Malcolm X

Malcolm X

Malcolm X was a civil rights leader, spokesman for black nationalism and leader of the Nation of Islam, and had a major influence on the political and social thinking of African Americans. His birth name was Malcolm Little and he was born on May 19, 1925 in Omaha, Nebraska to Louise and Earl Little. Earl was a Baptist preacher and member of the Universal Negro Improvement Association (UNIA). The family often faced frequent racial discrimination and threats from radical groups such as Ku Klux Klan and the Black Legion. Malcolm recalls the men who used to come to his house in Omaha, brandishing their guns and rifles. In one particularly scary incident, they broke all the windows of the house, after which Earl decided to move with his family to East Lansing, Michigan.

However, the incidents and threats continued, even in Michigan.

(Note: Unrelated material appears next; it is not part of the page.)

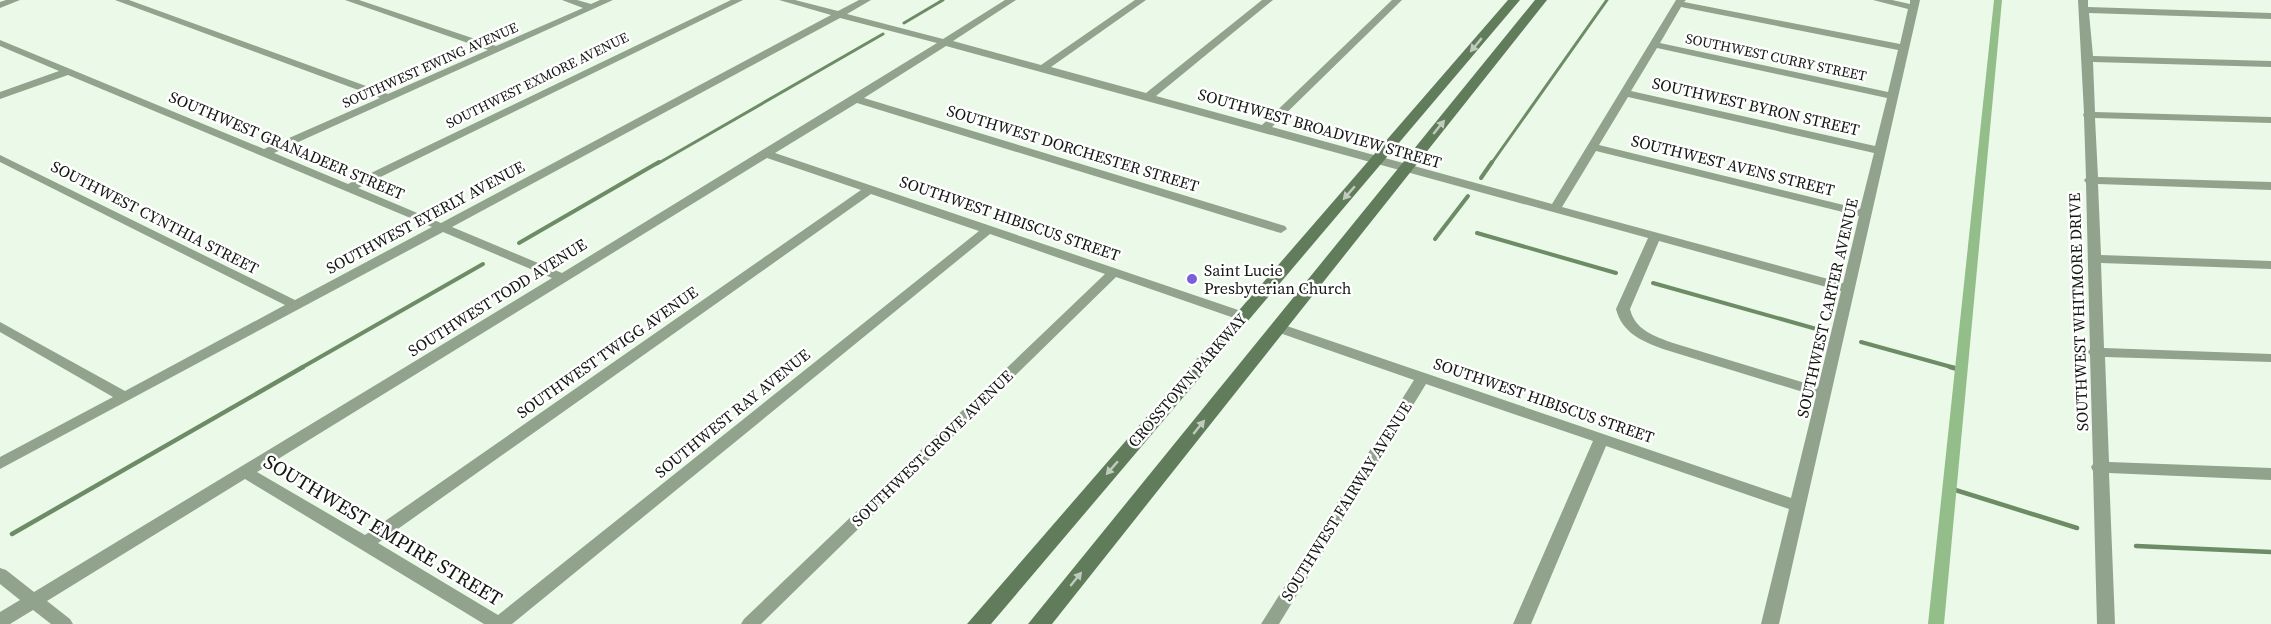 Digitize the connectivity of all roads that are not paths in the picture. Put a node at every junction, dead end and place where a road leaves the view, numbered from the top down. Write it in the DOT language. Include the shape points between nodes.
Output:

In 1929, a group of racist citizens burned the Little’s house down as they watched helplessly. They cried out for assistance but none was forthcoming from the fire fighters or emergency response team which only had white members. Two years later in 1931, a much bigger tragedy struck; Earl was murdered and his body was laid out on the railway tracks. Although it seemed quite likely that the act was committed by a white supremacy racist group, the local police ruled the cause of death as suicide, thereby depriving the family of the premium from the life insurance policy that Earl had purchased to provide for them in the event of his death.

The family struggled to make ends meet after Earl’s death, especially given that the Great Depression was in full swing in the 1930s. Louise became mentally ill and was committed to a mental institution, whereas Malcolm and his siblings were sent to live with foster families. He was a juvenile delinquent by the age of 13, and was sent to live in a detention home for young boys. By the age of 15, he dropped out of school. He continued to hold menial jobs and indulge in petty crime. At the age of 20, he was sentenced to ten years in prison for burglary. It was during this time that he seriously reevaluated his life and began reading books about history, philosophy, and religion.

His brother frequently visited him and told him about an Islamic religious organization called the Lost-Found Nation of Islam founded by Elijah Muhammad. Malcolm joined the organization while still in prison, and in 1952, upon his official release, he changed his last name from “Little” to “X”. Malcolm worked with Elijah to spread the message of the Nation. He became a minister of the Nation’s temples in Boston and established further temples in Harford and Philadelphia. He also established a newspaper by the name of “Muhammad Speaks” to communicate the teachings of Elijah. He won a large numbers of followers on the basis of these teachings, particularly for advocating the use of violence, force or “any means necessary” to achieve their aim of equality and justice for blacks and bring about a revolution. The Nation’s membership grew from 400 members to more than 40,000 members in the 8 years after Malcolm’s release.

Malcolm’s views on the Civil Rights Movement were in stark contrast to those of Dr. Martin Luther King Jr. who advocated peaceful means of bringing about change. In 1958, he married Betty Sanders, a fellow member of the Nation of Islam with whom he had six daughters. In 1964, he broke away from the Nation of Islam and travelled to North Africa and the Middle East, and performed the annual Muslim pilgrimage to Mecca. He assimilated new ideas on his journeys, and realized that violence would never solve their problems. Just as he was about to embark on this new, enlightened journey, he was tragically assassinated on February 21, 1965 as he was about to deliver a speech. He was shot 15 times by three armed gunmen, who all turned out to be members of the Nation of Islam. His autobiography was published in 1965, titled “The Autobiography of Malcolm X: As Told to Alex Haley” which has been listed as one of the most acclaimed books of all time. After his death, his wife changed her name to Betty Shabazz and became a prominent civil and human rights activist.